[Items from a data source]
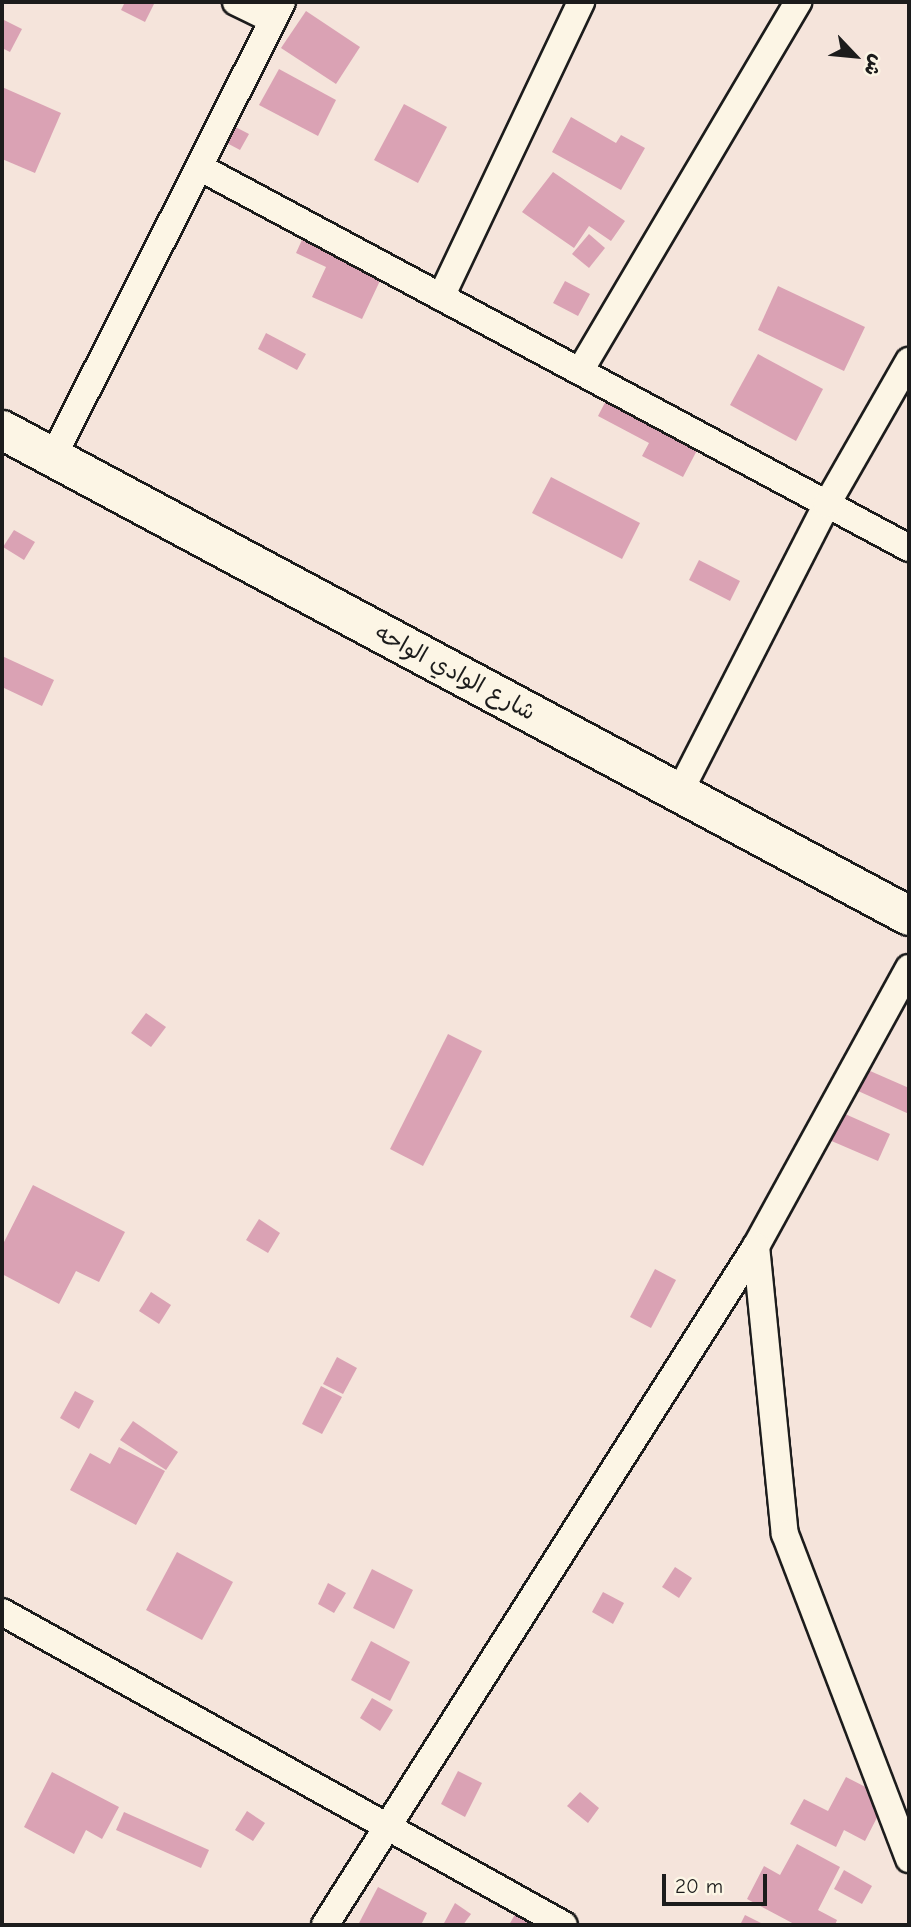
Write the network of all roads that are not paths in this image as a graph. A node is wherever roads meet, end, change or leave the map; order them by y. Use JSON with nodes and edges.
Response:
{"nodes":[{"id":1,"x":236,"y":2,"type":"edge"},
{"id":2,"x":581,"y":2,"type":"edge"},
{"id":3,"x":798,"y":2,"type":"edge"},
{"id":4,"x":277,"y":11,"type":"edge"},
{"id":5,"x":199,"y":167,"type":"junction"},
{"id":6,"x":442,"y":297,"type":"junction"},
{"id":7,"x":909,"y":361,"type":"edge"},
{"id":8,"x":580,"y":371,"type":"junction"},
{"id":9,"x":2,"y":430,"type":"edge"},
{"id":10,"x":53,"y":457,"type":"junction"},
{"id":11,"x":827,"y":503,"type":"junction"},
{"id":12,"x":909,"y":548,"type":"edge"},
{"id":13,"x":679,"y":793,"type":"junction"},
{"id":14,"x":909,"y":916,"type":"edge"},
{"id":15,"x":909,"y":968,"type":"edge"},
{"id":16,"x":756,"y":1246,"type":"junction"},
{"id":17,"x":2,"y":1612,"type":"edge"},
{"id":18,"x":388,"y":1827,"type":"junction"},
{"id":19,"x":909,"y":1859,"type":"edge"},
{"id":20,"x":325,"y":1925,"type":"edge"},
{"id":21,"x":564,"y":1925,"type":"edge"}],
"edges":[{"from":1,"to":4,"type":"street"},
{"from":2,"to":6,"type":"street"},
{"from":3,"to":8,"type":"street"},
{"from":4,"to":5,"type":"street"},
{"from":5,"to":6,"type":"street"},
{"from":5,"to":10,"type":"street"},
{"from":6,"to":8,"type":"street"},
{"from":7,"to":11,"type":"street"},
{"from":8,"to":11,"type":"street"},
{"from":9,"to":10,"type":"main road","name":"شارع الوادي الواحه"},
{"from":10,"to":13,"type":"main road","name":"شارع الوادي الواحه"},
{"from":11,"to":12,"type":"street"},
{"from":11,"to":13,"type":"street"},
{"from":13,"to":14,"type":"main road","name":"شارع الوادي الواحه"},
{"from":15,"to":16,"type":"street"},
{"from":16,"to":18,"type":"street"},
{"from":16,"to":19,"type":"street"},
{"from":17,"to":18,"type":"street"},
{"from":18,"to":20,"type":"street"},
{"from":18,"to":21,"type":"street"}]}
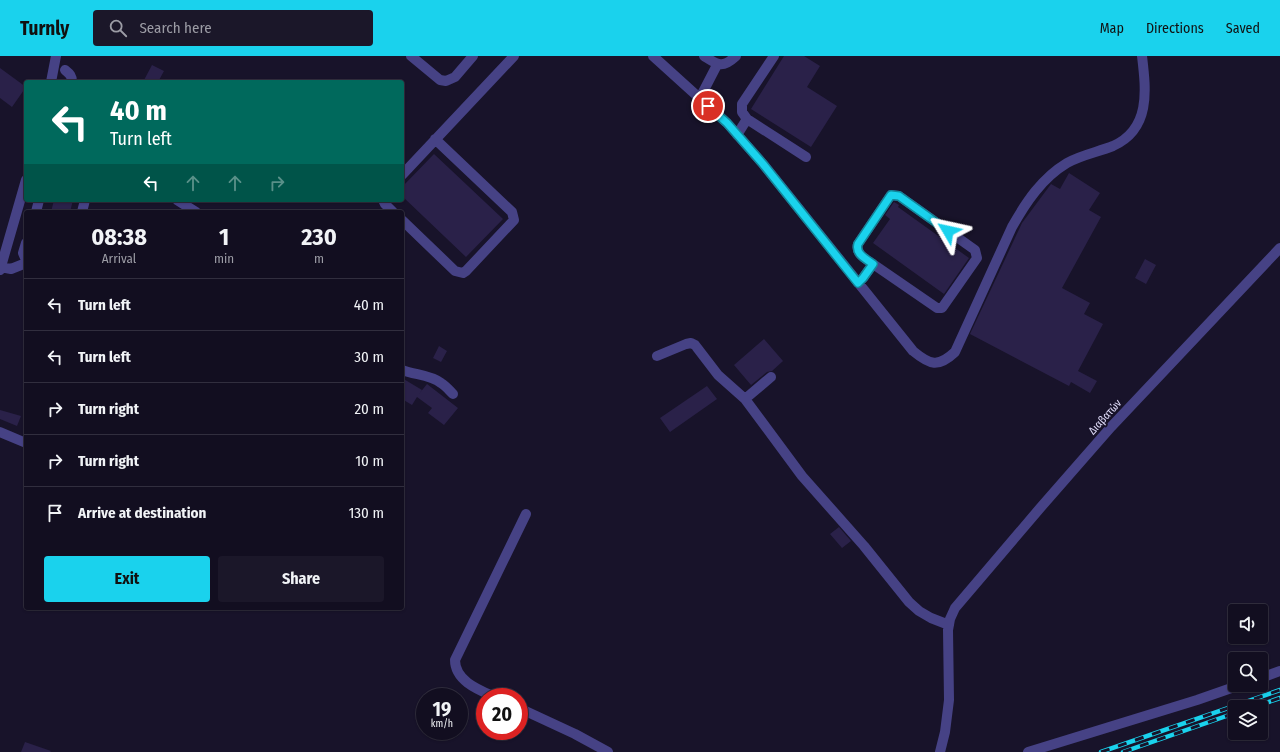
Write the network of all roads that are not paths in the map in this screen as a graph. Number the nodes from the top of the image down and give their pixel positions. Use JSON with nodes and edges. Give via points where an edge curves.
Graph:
{"nodes":[{"id":1,"x":56,"y":56,"type":"edge"},
{"id":2,"x":411,"y":56,"type":"edge"},
{"id":3,"x":473,"y":56,"type":"edge"},
{"id":4,"x":514,"y":56,"type":"edge"},
{"id":5,"x":653,"y":56,"type":"edge"},
{"id":6,"x":704,"y":56,"type":"edge"},
{"id":7,"x":736,"y":56,"type":"edge"},
{"id":8,"x":774,"y":56,"type":"edge"},
{"id":9,"x":1142,"y":56,"type":"edge"},
{"id":10,"x":717,"y":64,"type":"junction"},
{"id":11,"x":65,"y":70,"type":"dead end"},
{"id":12,"x":51,"y":80,"type":"edge"},
{"id":13,"x":72,"y":80,"type":"edge"},
{"id":14,"x":699,"y":97,"type":"junction"},
{"id":15,"x":747,"y":119,"type":"junction"},
{"id":16,"x":737,"y":134,"type":"junction"},
{"id":17,"x":435,"y":139,"type":"junction"},
{"id":18,"x":806,"y":157,"type":"dead end"},
{"id":19,"x":404,"y":173,"type":"edge"},
{"id":20,"x":24,"y":187,"type":"edge"},
{"id":21,"x":180,"y":202,"type":"edge"},
{"id":22,"x":384,"y":202,"type":"edge"},
{"id":23,"x":193,"y":210,"type":"edge"},
{"id":24,"x":391,"y":210,"type":"edge"},
{"id":25,"x":404,"y":222,"type":"edge"},
{"id":26,"x":1280,"y":248,"type":"edge"},
{"id":27,"x":24,"y":262,"type":"edge"},
{"id":28,"x":873,"y":264,"type":"junction"},
{"id":29,"x":0,"y":268,"type":"edge"},
{"id":30,"x":858,"y":283,"type":"junction"},
{"id":31,"x":657,"y":356,"type":"dead end"},
{"id":32,"x":404,"y":371,"type":"edge"},
{"id":33,"x":771,"y":377,"type":"dead end"},
{"id":34,"x":453,"y":394,"type":"dead end"},
{"id":35,"x":745,"y":399,"type":"junction"},
{"id":36,"x":0,"y":432,"type":"edge"},
{"id":37,"x":24,"y":442,"type":"edge"},
{"id":38,"x":526,"y":514,"type":"dead end"},
{"id":39,"x":949,"y":625,"type":"junction"},
{"id":40,"x":1280,"y":671,"type":"edge"},
{"id":41,"x":1268,"y":675,"type":"edge"},
{"id":42,"x":477,"y":688,"type":"edge"},
{"id":43,"x":1228,"y":689,"type":"edge"},
{"id":44,"x":528,"y":712,"type":"edge"},
{"id":45,"x":608,"y":752,"type":"edge"},
{"id":46,"x":940,"y":752,"type":"edge"},
{"id":47,"x":1028,"y":752,"type":"edge"}],
"edges":[{"from":1,"to":12,"type":"street"},
{"from":2,"to":3,"type":"street","via":[[440,80],[446,81],[455,77]]},
{"from":4,"to":17,"type":"street"},
{"from":5,"to":14,"type":"street"},
{"from":6,"to":10,"type":"street"},
{"from":7,"to":10,"type":"street","via":[[726,64]]},
{"from":8,"to":15,"type":"street","via":[[742,104],[742,112]]},
{"from":9,"to":30,"type":"street","via":[[1145,106],[1134,128],[1128,137],[1114,146],[1069,162],[1051,174],[1034,193],[1012,227],[955,352],[947,360],[932,363],[913,351]]},
{"from":10,"to":14,"type":"street"},
{"from":11,"to":13,"type":"street"},
{"from":14,"to":16,"type":"street"},
{"from":15,"to":16,"type":"street"},
{"from":15,"to":18,"type":"street"},
{"from":16,"to":30,"type":"street"},
{"from":17,"to":19,"type":"street"},
{"from":17,"to":25,"type":"street","via":[[512,212],[514,220],[462,273],[455,271]]},
{"from":20,"to":29,"type":"street"},
{"from":21,"to":23,"type":"street"},
{"from":22,"to":24,"type":"street"},
{"from":26,"to":39,"type":"street","name":"Διαβατών","via":[[1111,426],[955,608]]},
{"from":27,"to":29,"type":"street","via":[[11,269]]},
{"from":28,"to":28,"type":"street","via":[[858,252],[857,247],[889,197],[894,195],[975,250],[977,256],[942,308],[937,308]]},
{"from":28,"to":30,"type":"street"},
{"from":31,"to":35,"type":"street","via":[[691,343],[718,375]]},
{"from":32,"to":34,"type":"street","via":[[432,377]]},
{"from":33,"to":35,"type":"street"},
{"from":35,"to":39,"type":"street","via":[[802,476],[909,602],[931,618]]},
{"from":36,"to":37,"type":"street"},
{"from":38,"to":42,"type":"street","via":[[455,660],[455,668],[459,675]]},
{"from":39,"to":46,"type":"street","via":[[949,700]]},
{"from":40,"to":41,"type":"street"},
{"from":43,"to":47,"type":"street"},
{"from":44,"to":45,"type":"street"}]}
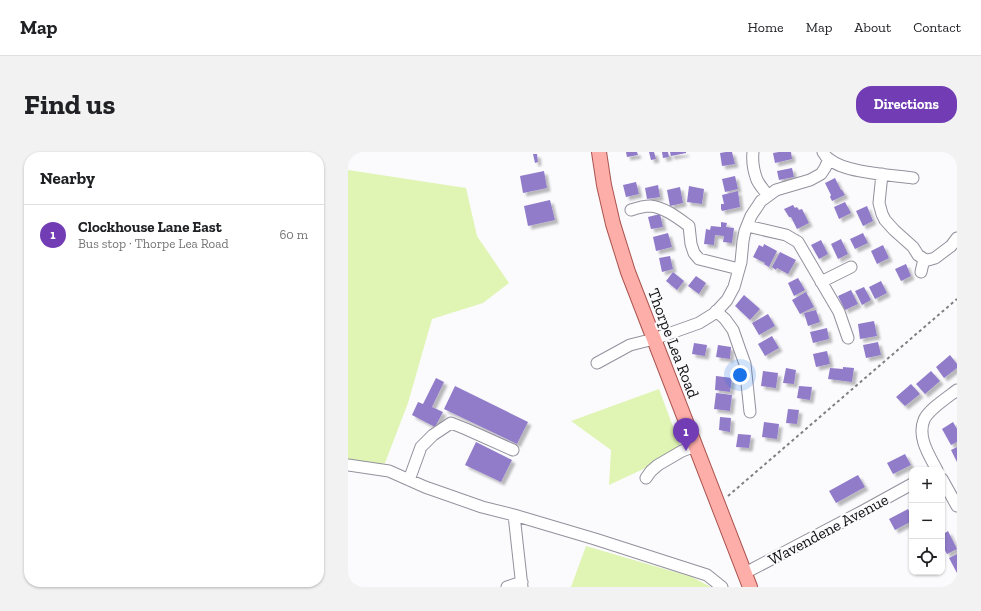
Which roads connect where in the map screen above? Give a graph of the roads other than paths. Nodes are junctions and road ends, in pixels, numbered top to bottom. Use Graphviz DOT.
graph roads {
  1 [pos="599,152"];
  2 [pos="753,152"];
  3 [pos="826,156"];
  4 [pos="882,174"];
  5 [pos="913,178"];
  6 [pos="768,196"];
  7 [pos="631,210"];
  8 [pos="747,226"];
  9 [pos="954,242"];
  10 [pos="924,259"];
  11 [pos="852,267"];
  12 [pos="739,269"];
  13 [pos="922,272"];
  14 [pos="821,282"];
  15 [pos="716,311"];
  16 [pos="848,338"];
  17 [pos="654,339"];
  18 [pos="597,363"];
  19 [pos="957,390"];
  20 [pos="750,412"];
  21 [pos="695,446"];
  22 [pos="513,450"];
  23 [pos="348,465"];
  24 [pos="935,467"];
  25 [pos="646,478"];
  26 [pos="409,480"];
  27 [pos="945,484"];
  28 [pos="909,486"];
  29 [pos="957,506"];
  30 [pos="514,515"];
  31 [pos="745,573"];
  32 [pos="522,585"];
  33 [pos="507,587"];
  34 [pos="722,587"];
  35 [pos="750,587"];
  1 -- 17 [label="main road, Thorpe Lea Road"];
  2 -- 6 [label="street"];
  3 -- 4 [label="street"];
  3 -- 6 [label="street"];
  4 -- 5 [label="street"];
  4 -- 10 [label="street"];
  6 -- 8 [label="street"];
  7 -- 12 [label="street"];
  8 -- 12 [label="street"];
  8 -- 14 [label="street"];
  9 -- 10 [label="street"];
  10 -- 13 [label="street"];
  11 -- 14 [label="street"];
  12 -- 15 [label="street"];
  14 -- 16 [label="street"];
  15 -- 17 [label="street"];
  15 -- 20 [label="street"];
  17 -- 18 [label="street"];
  17 -- 21 [label="main road, Thorpe Lea Road"];
  19 -- 24 [label="street"];
  21 -- 25 [label="street"];
  21 -- 31 [label="main road, Thorpe Lea Road"];
  22 -- 26 [label="street"];
  23 -- 26 [label="street"];
  26 -- 30 [label="street"];
  27 -- 29 [label="street"];
  28 -- 31 [label="street, Wavendene Avenue"];
  30 -- 32 [label="street"];
  30 -- 34 [label="street"];
  31 -- 35 [label="main road, Thorpe Lea Road"];
  32 -- 33 [label="street"];
}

## What is required
Reply with nothing but a number. State how many lines in the records hold the word "dead".

## Exercise solution
6